Ask HN: What is the best way to help people with software? - todaysmistakes
I&#x27;m a developer and enjoy what I do, but I often find myself wondering how I can help underprivileged people using my skills. I know I can go and physically volunteer places, which I do from time to time but I want to make a larger impact. A good example is NewStory or Kiva. I&#x27;m curious how others have done this in the past or ideas on what could be done.
======
x0hm
The problem, as I see it, is that positive impact on a large enough scale that
matters requires orchestration that we aren't equipped for as just software
developers.

The beauty, though, is that we are more than just software developers. We are
also humans with compassion and the capacity to plan and execute.

But planning and executing a software project is different than planning and
executing a system whose output is "social good".

Our strength lies in our ability to create tools, but tool creation is only
part of the equation.
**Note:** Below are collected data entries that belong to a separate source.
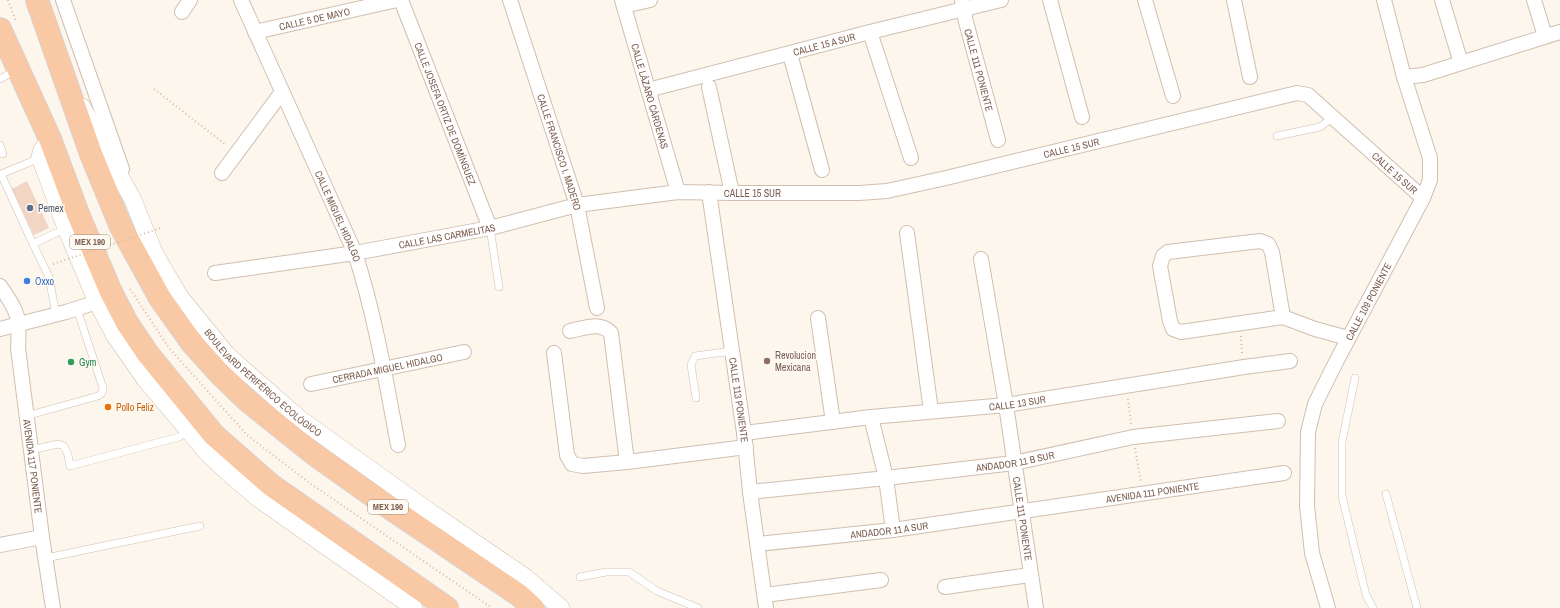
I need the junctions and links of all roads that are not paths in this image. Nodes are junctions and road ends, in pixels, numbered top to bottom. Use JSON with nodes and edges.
{"nodes":[{"id":1,"x":37,"y":0,"type":"edge"},
{"id":2,"x":190,"y":0,"type":"edge"},
{"id":3,"x":241,"y":0,"type":"edge"},
{"id":4,"x":397,"y":0,"type":"edge"},
{"id":5,"x":401,"y":0,"type":"edge"},
{"id":6,"x":510,"y":0,"type":"edge"},
{"id":7,"x":650,"y":0,"type":"edge"},
{"id":8,"x":1001,"y":0,"type":"edge"},
{"id":9,"x":1050,"y":0,"type":"edge"},
{"id":10,"x":1145,"y":0,"type":"edge"},
{"id":11,"x":1234,"y":0,"type":"edge"},
{"id":12,"x":1384,"y":0,"type":"edge"},
{"id":13,"x":1442,"y":0,"type":"edge"},
{"id":14,"x":1534,"y":0,"type":"edge"},
{"id":15,"x":66,"y":2,"type":"edge"},
{"id":16,"x":623,"y":3,"type":"edge"},
{"id":17,"x":963,"y":5,"type":"edge"},
{"id":18,"x":182,"y":12,"type":"dead end"},
{"id":19,"x":0,"y":29,"type":"edge"},
{"id":20,"x":255,"y":32,"type":"junction"},
{"id":21,"x":870,"y":32,"type":"junction"},
{"id":22,"x":1560,"y":32,"type":"edge"},
{"id":23,"x":1545,"y":36,"type":"junction"},
{"id":24,"x":790,"y":54,"type":"junction"},
{"id":25,"x":1461,"y":63,"type":"junction"},
{"id":26,"x":63,"y":73,"type":"junction"},
{"id":27,"x":9,"y":74,"type":"edge"},
{"id":28,"x":1250,"y":77,"type":"dead end"},
{"id":29,"x":1404,"y":77,"type":"junction"},
{"id":30,"x":709,"y":87,"type":"dead end"},
{"id":31,"x":648,"y":90,"type":"junction"},
{"id":32,"x":282,"y":92,"type":"junction"},
{"id":33,"x":1173,"y":96,"type":"dead end"},
{"id":34,"x":1333,"y":117,"type":"junction"},
{"id":35,"x":1082,"y":118,"type":"dead end"},
{"id":36,"x":1277,"y":136,"type":"dead end"},
{"id":37,"x":998,"y":140,"type":"dead end"},
{"id":38,"x":0,"y":145,"type":"edge"},
{"id":39,"x":45,"y":148,"type":"junction"},
{"id":40,"x":3,"y":154,"type":"dead end"},
{"id":41,"x":911,"y":158,"type":"dead end"},
{"id":42,"x":822,"y":170,"type":"dead end"},
{"id":43,"x":222,"y":173,"type":"dead end"},
{"id":44,"x":678,"y":192,"type":"junction"},
{"id":45,"x":710,"y":192,"type":"junction"},
{"id":46,"x":732,"y":193,"type":"junction"},
{"id":47,"x":1423,"y":198,"type":"junction"},
{"id":48,"x":133,"y":200,"type":"junction"},
{"id":49,"x":577,"y":205,"type":"junction"},
{"id":50,"x":66,"y":228,"type":"junction"},
{"id":51,"x":490,"y":228,"type":"junction"},
{"id":52,"x":906,"y":233,"type":"dead end"},
{"id":53,"x":33,"y":244,"type":"junction"},
{"id":54,"x":355,"y":253,"type":"junction"},
{"id":55,"x":981,"y":259,"type":"dead end"},
{"id":56,"x":215,"y":273,"type":"dead end"},
{"id":57,"x":0,"y":286,"type":"edge"},
{"id":58,"x":499,"y":287,"type":"dead end"},
{"id":59,"x":96,"y":302,"type":"junction"},
{"id":60,"x":597,"y":308,"type":"dead end"},
{"id":61,"x":77,"y":309,"type":"junction"},
{"id":62,"x":56,"y":314,"type":"junction"},
{"id":63,"x":1284,"y":317,"type":"junction"},
{"id":64,"x":818,"y":318,"type":"dead end"},
{"id":65,"x":19,"y":324,"type":"junction"},
{"id":66,"x":0,"y":329,"type":"edge"},
{"id":67,"x":570,"y":331,"type":"dead end"},
{"id":68,"x":1348,"y":338,"type":"junction"},
{"id":69,"x":732,"y":351,"type":"junction"},
{"id":70,"x":464,"y":352,"type":"dead end"},
{"id":71,"x":554,"y":353,"type":"dead end"},
{"id":72,"x":1290,"y":361,"type":"dead end"},
{"id":73,"x":384,"y":369,"type":"junction"},
{"id":74,"x":1355,"y":378,"type":"dead end"},
{"id":75,"x":311,"y":384,"type":"dead end"},
{"id":76,"x":696,"y":398,"type":"dead end"},
{"id":77,"x":1006,"y":405,"type":"junction"},
{"id":78,"x":932,"y":411,"type":"junction"},
{"id":79,"x":26,"y":416,"type":"junction"},
{"id":80,"x":871,"y":417,"type":"junction"},
{"id":81,"x":1278,"y":421,"type":"dead end"},
{"id":82,"x":833,"y":422,"type":"junction"},
{"id":83,"x":189,"y":431,"type":"junction"},
{"id":84,"x":745,"y":440,"type":"junction"},
{"id":85,"x":398,"y":445,"type":"dead end"},
{"id":86,"x":31,"y":450,"type":"junction"},
{"id":87,"x":627,"y":462,"type":"junction"},
{"id":88,"x":1014,"y":463,"type":"junction"},
{"id":89,"x":1284,"y":473,"type":"dead end"},
{"id":90,"x":886,"y":478,"type":"junction"},
{"id":91,"x":750,"y":492,"type":"junction"},
{"id":92,"x":1386,"y":494,"type":"dead end"},
{"id":93,"x":1021,"y":511,"type":"junction"},
{"id":94,"x":200,"y":526,"type":"dead end"},
{"id":95,"x":893,"y":530,"type":"junction"},
{"id":96,"x":42,"y":537,"type":"junction"},
{"id":97,"x":758,"y":544,"type":"junction"},
{"id":98,"x":0,"y":545,"type":"edge"},
{"id":99,"x":46,"y":558,"type":"junction"},
{"id":100,"x":1030,"y":575,"type":"junction"},
{"id":101,"x":580,"y":577,"type":"dead end"},
{"id":102,"x":881,"y":580,"type":"dead end"},
{"id":103,"x":945,"y":587,"type":"dead end"},
{"id":104,"x":766,"y":602,"type":"edge"},
{"id":105,"x":53,"y":608,"type":"edge"},
{"id":106,"x":414,"y":608,"type":"edge"},
{"id":107,"x":447,"y":608,"type":"edge"},
{"id":108,"x":533,"y":608,"type":"edge"},
{"id":109,"x":561,"y":608,"type":"edge"},
{"id":110,"x":698,"y":608,"type":"edge"},
{"id":111,"x":1036,"y":608,"type":"edge"},
{"id":112,"x":1325,"y":608,"type":"edge"},
{"id":113,"x":1373,"y":608,"type":"edge"},
{"id":114,"x":1417,"y":608,"type":"edge"}],
"edges":[{"from":1,"to":26,"type":"highway","name":"BOULEVARD PERIFÉRICO ECOLÓGICO","number":"MEX 190"},
{"from":2,"to":18,"type":"street"},
{"from":3,"to":20,"type":"street","name":"CALLE MIGUEL HIDALGO"},
{"from":4,"to":20,"type":"street","name":"CALLE 5 DE MAYO"},
{"from":5,"to":51,"type":"street","name":"CALLE JOSEFA ORTIZ DE DOMÍNGUEZ"},
{"from":6,"to":49,"type":"street","name":"CALLE FRANCISCO I. MADERO"},
{"from":7,"to":16,"type":"street"},
{"from":8,"to":17,"type":"street","name":"CALLE 15 A SUR"},
{"from":9,"to":35,"type":"street"},
{"from":10,"to":33,"type":"street"},
{"from":11,"to":28,"type":"street"},
{"from":12,"to":29,"type":"street","name":"CALLE 109 PONIENTE"},
{"from":13,"to":25,"type":"street"},
{"from":14,"to":23,"type":"street"},
{"from":15,"to":48,"type":"street"},
{"from":16,"to":31,"type":"street","name":"CALLE LÁZARO CÁRDENAS"},
{"from":17,"to":21,"type":"street","name":"CALLE 15 A SUR"},
{"from":17,"to":37,"type":"street","name":"CALLE 111 PONIENTE"},
{"from":19,"to":27,"type":"highway","number":"MEX 190"},
{"from":20,"to":32,"type":"street","name":"CALLE MIGUEL HIDALGO"},
{"from":21,"to":24,"type":"street","name":"CALLE 15 A SUR"},
{"from":21,"to":41,"type":"street"},
{"from":22,"to":23,"type":"street"},
{"from":23,"to":25,"type":"street"},
{"from":24,"to":31,"type":"street","name":"CALLE 15 A SUR"},
{"from":24,"to":42,"type":"street"},
{"from":25,"to":29,"type":"street"},
{"from":26,"to":48,"type":"street","name":"BOULEVARD PERIFÉRICO ECOLÓGICO"},
{"from":26,"to":108,"type":"highway","name":"BOULEVARD PERIFÉRICO ECOLÓGICO","number":"MEX 190"},
{"from":27,"to":39,"type":"highway","number":"MEX 190"},
{"from":29,"to":47,"type":"street","name":"CALLE 109 PONIENTE"},
{"from":30,"to":46,"type":"street"},
{"from":31,"to":44,"type":"street","name":"CALLE LÁZARO CÁRDENAS"},
{"from":32,"to":43,"type":"street"},
{"from":32,"to":54,"type":"street","name":"CALLE MIGUEL HIDALGO"},
{"from":34,"to":36,"type":"lane"},
{"from":34,"to":46,"type":"street","name":"CALLE 15 SUR"},
{"from":34,"to":47,"type":"street","name":"CALLE 15 SUR"},
{"from":38,"to":40,"type":"lane"},
{"from":39,"to":50,"type":"street"},
{"from":39,"to":53,"type":"lane"},
{"from":39,"to":107,"type":"highway","number":"MEX 190"},
{"from":44,"to":45,"type":"street","name":"CALLE 15 SUR"},
{"from":44,"to":49,"type":"street","name":"CALLE LAS CARMELITAS"},
{"from":45,"to":46,"type":"street","name":"CALLE 15 SUR"},
{"from":45,"to":69,"type":"street","name":"CALLE 113 PONIENTE"},
{"from":47,"to":68,"type":"street","name":"CALLE 109 PONIENTE"},
{"from":48,"to":109,"type":"street","name":"BOULEVARD PERIFÉRICO ECOLÓGICO"},
{"from":49,"to":51,"type":"street","name":"CALLE LAS CARMELITAS"},
{"from":49,"to":60,"type":"street","name":"CALLE FRANCISCO I. MADERO"},
{"from":50,"to":53,"type":"lane"},
{"from":50,"to":59,"type":"street"},
{"from":51,"to":54,"type":"street","name":"CALLE LAS CARMELITAS"},
{"from":51,"to":58,"type":"lane"},
{"from":52,"to":78,"type":"street"},
{"from":53,"to":62,"type":"lane"},
{"from":54,"to":56,"type":"street","name":"CALLE LAS CARMELITAS"},
{"from":54,"to":73,"type":"street","name":"CALLE MIGUEL HIDALGO"},
{"from":55,"to":77,"type":"street","name":"CALLE 111 PONIENTE"},
{"from":57,"to":65,"type":"street"},
{"from":59,"to":61,"type":"street"},
{"from":59,"to":83,"type":"street"},
{"from":61,"to":62,"type":"street"},
{"from":61,"to":79,"type":"lane"},
{"from":62,"to":65,"type":"street"},
{"from":63,"to":63,"type":"street"},
{"from":63,"to":68,"type":"street"},
{"from":64,"to":82,"type":"street"},
{"from":65,"to":66,"type":"street"},
{"from":65,"to":79,"type":"street","name":"AVENIDA 117 PONIENTE"},
{"from":67,"to":87,"type":"street"},
{"from":68,"to":112,"type":"street","name":"CALLE 109 PONIENTE"},
{"from":69,"to":76,"type":"lane"},
{"from":69,"to":84,"type":"street","name":"CALLE 113 PONIENTE"},
{"from":70,"to":73,"type":"street","name":"CERRADA MIGUEL HIDALGO"},
{"from":71,"to":87,"type":"street","name":"CALLE 13 SUR"},
{"from":72,"to":77,"type":"street","name":"CALLE 13 SUR"},
{"from":73,"to":75,"type":"street","name":"CERRADA MIGUEL HIDALGO"},
{"from":73,"to":85,"type":"street","name":"CALLE MIGUEL HIDALGO"},
{"from":74,"to":113,"type":"lane"},
{"from":77,"to":78,"type":"street","name":"CALLE 13 SUR"},
{"from":77,"to":88,"type":"street","name":"CALLE 111 PONIENTE"},
{"from":78,"to":80,"type":"street","name":"CALLE 13 SUR"},
{"from":79,"to":86,"type":"street","name":"AVENIDA 117 PONIENTE"},
{"from":80,"to":82,"type":"street","name":"CALLE 13 SUR"},
{"from":80,"to":90,"type":"street"},
{"from":81,"to":88,"type":"street","name":"ANDADOR 11 B SUR"},
{"from":82,"to":84,"type":"street","name":"CALLE 13 SUR"},
{"from":83,"to":86,"type":"lane"},
{"from":83,"to":106,"type":"street"},
{"from":84,"to":87,"type":"street","name":"CALLE 13 SUR"},
{"from":84,"to":91,"type":"street","name":"CALLE 113 PONIENTE"},
{"from":86,"to":96,"type":"street","name":"AVENIDA 117 PONIENTE"},
{"from":88,"to":90,"type":"street","name":"ANDADOR 11 B SUR"},
{"from":88,"to":93,"type":"street","name":"CALLE 111 PONIENTE"},
{"from":89,"to":93,"type":"street","name":"AVENIDA 111 PONIENTE"},
{"from":90,"to":91,"type":"street","name":"ANDADOR 11 B SUR"},
{"from":90,"to":95,"type":"street"},
{"from":91,"to":97,"type":"street","name":"CALLE 113 PONIENTE"},
{"from":92,"to":114,"type":"lane"},
{"from":93,"to":95,"type":"street","name":"ANDADOR 11 A SUR"},
{"from":93,"to":100,"type":"street","name":"CALLE 111 PONIENTE"},
{"from":94,"to":99,"type":"lane"},
{"from":95,"to":97,"type":"street","name":"ANDADOR 11 A SUR"},
{"from":96,"to":98,"type":"street"},
{"from":96,"to":99,"type":"street","name":"AVENIDA 117 PONIENTE"},
{"from":97,"to":104,"type":"street","name":"CALLE 113 PONIENTE"},
{"from":99,"to":105,"type":"street","name":"AVENIDA 117 PONIENTE"},
{"from":100,"to":103,"type":"street"},
{"from":100,"to":111,"type":"street","name":"CALLE 111 PONIENTE"},
{"from":101,"to":110,"type":"lane"},
{"from":102,"to":104,"type":"street"}]}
There's also the monumental task of building the social
infrastructure to support whatever good we're trying to bring into the world.
That's a task we're often not equipped to complete on our own.

It seems, then, that we should look at it through a similar, but subtly
different lens.

Instead of asking "what's the best way to help people with software", maybe
the question should be "who is already making a difference, and how could
software increase their impact?"

Reduce your scope. Don't look for new ways to help society. At least not yet.
Instead, look for groups of compassionate people who are united toward a
common goal, and ask how software can help them achieve it.

I hope that helps in some way.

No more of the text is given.